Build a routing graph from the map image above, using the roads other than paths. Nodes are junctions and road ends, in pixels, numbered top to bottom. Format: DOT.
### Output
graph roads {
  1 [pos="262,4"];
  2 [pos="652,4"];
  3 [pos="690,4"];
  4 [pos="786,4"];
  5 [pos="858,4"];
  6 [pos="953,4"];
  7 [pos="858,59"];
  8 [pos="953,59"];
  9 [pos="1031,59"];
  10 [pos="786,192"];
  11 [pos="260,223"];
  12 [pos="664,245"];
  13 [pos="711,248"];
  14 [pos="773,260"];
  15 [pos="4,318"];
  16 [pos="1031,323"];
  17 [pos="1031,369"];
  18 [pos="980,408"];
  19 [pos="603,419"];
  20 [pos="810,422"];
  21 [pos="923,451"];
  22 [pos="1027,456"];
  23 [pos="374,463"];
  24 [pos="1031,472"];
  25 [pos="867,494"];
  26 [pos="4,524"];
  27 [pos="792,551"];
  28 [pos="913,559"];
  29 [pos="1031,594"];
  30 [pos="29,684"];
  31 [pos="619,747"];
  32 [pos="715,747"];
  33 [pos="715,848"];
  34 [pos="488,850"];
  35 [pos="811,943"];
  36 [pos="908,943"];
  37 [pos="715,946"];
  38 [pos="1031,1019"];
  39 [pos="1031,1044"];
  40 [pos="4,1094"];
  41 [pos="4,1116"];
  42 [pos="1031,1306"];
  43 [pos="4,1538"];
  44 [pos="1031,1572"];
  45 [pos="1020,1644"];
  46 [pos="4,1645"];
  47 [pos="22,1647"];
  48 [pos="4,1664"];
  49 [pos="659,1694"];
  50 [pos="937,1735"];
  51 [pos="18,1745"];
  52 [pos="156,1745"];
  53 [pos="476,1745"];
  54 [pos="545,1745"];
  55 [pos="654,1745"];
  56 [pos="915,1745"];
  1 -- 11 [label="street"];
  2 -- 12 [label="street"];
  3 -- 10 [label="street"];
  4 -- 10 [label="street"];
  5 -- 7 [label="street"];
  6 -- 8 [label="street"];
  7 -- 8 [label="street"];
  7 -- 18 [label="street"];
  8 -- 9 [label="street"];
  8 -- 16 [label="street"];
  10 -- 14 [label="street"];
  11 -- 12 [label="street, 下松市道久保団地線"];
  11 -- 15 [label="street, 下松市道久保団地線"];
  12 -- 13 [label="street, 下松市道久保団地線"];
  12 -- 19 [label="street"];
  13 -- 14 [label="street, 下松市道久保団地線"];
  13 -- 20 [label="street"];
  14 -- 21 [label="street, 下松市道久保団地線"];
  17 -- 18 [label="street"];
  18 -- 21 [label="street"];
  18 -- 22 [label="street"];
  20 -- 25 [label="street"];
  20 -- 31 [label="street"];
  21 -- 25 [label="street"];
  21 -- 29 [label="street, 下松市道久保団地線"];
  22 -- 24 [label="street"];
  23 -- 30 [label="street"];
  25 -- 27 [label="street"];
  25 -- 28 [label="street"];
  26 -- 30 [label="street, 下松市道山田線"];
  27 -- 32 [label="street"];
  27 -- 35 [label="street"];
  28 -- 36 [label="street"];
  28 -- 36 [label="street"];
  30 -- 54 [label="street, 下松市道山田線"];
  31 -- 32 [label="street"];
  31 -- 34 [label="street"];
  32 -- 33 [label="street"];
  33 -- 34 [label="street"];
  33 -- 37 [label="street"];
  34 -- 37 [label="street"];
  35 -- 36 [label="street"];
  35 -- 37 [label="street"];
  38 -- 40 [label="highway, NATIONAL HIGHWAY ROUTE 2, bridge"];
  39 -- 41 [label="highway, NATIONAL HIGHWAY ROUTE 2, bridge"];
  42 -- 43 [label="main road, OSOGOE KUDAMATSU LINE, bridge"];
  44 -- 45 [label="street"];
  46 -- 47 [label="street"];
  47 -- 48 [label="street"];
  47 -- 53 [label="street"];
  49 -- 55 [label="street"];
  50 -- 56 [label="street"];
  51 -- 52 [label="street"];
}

--- YOUR INSTRUCTIONS ---
Write out every entry exactly as given.

--- EXPECTED ANSWER ---
Build a routing graph from the map image above, using the roads other than paths. Nodes are junctions and road ends, in pixels, numbered top to bottom. Format: DOT.
### Output
graph roads {
  1 [pos="262,4"];
  2 [pos="652,4"];
  3 [pos="690,4"];
  4 [pos="786,4"];
  5 [pos="858,4"];
  6 [pos="953,4"];
  7 [pos="858,59"];
  8 [pos="953,59"];
  9 [pos="1031,59"];
  10 [pos="786,192"];
  11 [pos="260,223"];
  12 [pos="664,245"];
  13 [pos="711,248"];
  14 [pos="773,260"];
  15 [pos="4,318"];
  16 [pos="1031,323"];
  17 [pos="1031,369"];
  18 [pos="980,408"];
  19 [pos="603,419"];
  20 [pos="810,422"];
  21 [pos="923,451"];
  22 [pos="1027,456"];
  23 [pos="374,463"];
  24 [pos="1031,472"];
  25 [pos="867,494"];
  26 [pos="4,524"];
  27 [pos="792,551"];
  28 [pos="913,559"];
  29 [pos="1031,594"];
  30 [pos="29,684"];
  31 [pos="619,747"];
  32 [pos="715,747"];
  33 [pos="715,848"];
  34 [pos="488,850"];
  35 [pos="811,943"];
  36 [pos="908,943"];
  37 [pos="715,946"];
  38 [pos="1031,1019"];
  39 [pos="1031,1044"];
  40 [pos="4,1094"];
  41 [pos="4,1116"];
  42 [pos="1031,1306"];
  43 [pos="4,1538"];
  44 [pos="1031,1572"];
  45 [pos="1020,1644"];
  46 [pos="4,1645"];
  47 [pos="22,1647"];
  48 [pos="4,1664"];
  49 [pos="659,1694"];
  50 [pos="937,1735"];
  51 [pos="18,1745"];
  52 [pos="156,1745"];
  53 [pos="476,1745"];
  54 [pos="545,1745"];
  55 [pos="654,1745"];
  56 [pos="915,1745"];
  1 -- 11 [label="street"];
  2 -- 12 [label="street"];
  3 -- 10 [label="street"];
  4 -- 10 [label="street"];
  5 -- 7 [label="street"];
  6 -- 8 [label="street"];
  7 -- 8 [label="street"];
  7 -- 18 [label="street"];
  8 -- 9 [label="street"];
  8 -- 16 [label="street"];
  10 -- 14 [label="street"];
  11 -- 12 [label="street, 下松市道久保団地線"];
  11 -- 15 [label="street, 下松市道久保団地線"];
  12 -- 13 [label="street, 下松市道久保団地線"];
  12 -- 19 [label="street"];
  13 -- 14 [label="street, 下松市道久保団地線"];
  13 -- 20 [label="street"];
  14 -- 21 [label="street, 下松市道久保団地線"];
  17 -- 18 [label="street"];
  18 -- 21 [label="street"];
  18 -- 22 [label="street"];
  20 -- 25 [label="street"];
  20 -- 31 [label="street"];
  21 -- 25 [label="street"];
  21 -- 29 [label="street, 下松市道久保団地線"];
  22 -- 24 [label="street"];
  23 -- 30 [label="street"];
  25 -- 27 [label="street"];
  25 -- 28 [label="street"];
  26 -- 30 [label="street, 下松市道山田線"];
  27 -- 32 [label="street"];
  27 -- 35 [label="street"];
  28 -- 36 [label="street"];
  28 -- 36 [label="street"];
  30 -- 54 [label="street, 下松市道山田線"];
  31 -- 32 [label="street"];
  31 -- 34 [label="street"];
  32 -- 33 [label="street"];
  33 -- 34 [label="street"];
  33 -- 37 [label="street"];
  34 -- 37 [label="street"];
  35 -- 36 [label="street"];
  35 -- 37 [label="street"];
  38 -- 40 [label="highway, NATIONAL HIGHWAY ROUTE 2, bridge"];
  39 -- 41 [label="highway, NATIONAL HIGHWAY ROUTE 2, bridge"];
  42 -- 43 [label="main road, OSOGOE KUDAMATSU LINE, bridge"];
  44 -- 45 [label="street"];
  46 -- 47 [label="street"];
  47 -- 48 [label="street"];
  47 -- 53 [label="street"];
  49 -- 55 [label="street"];
  50 -- 56 [label="street"];
  51 -- 52 [label="street"];
}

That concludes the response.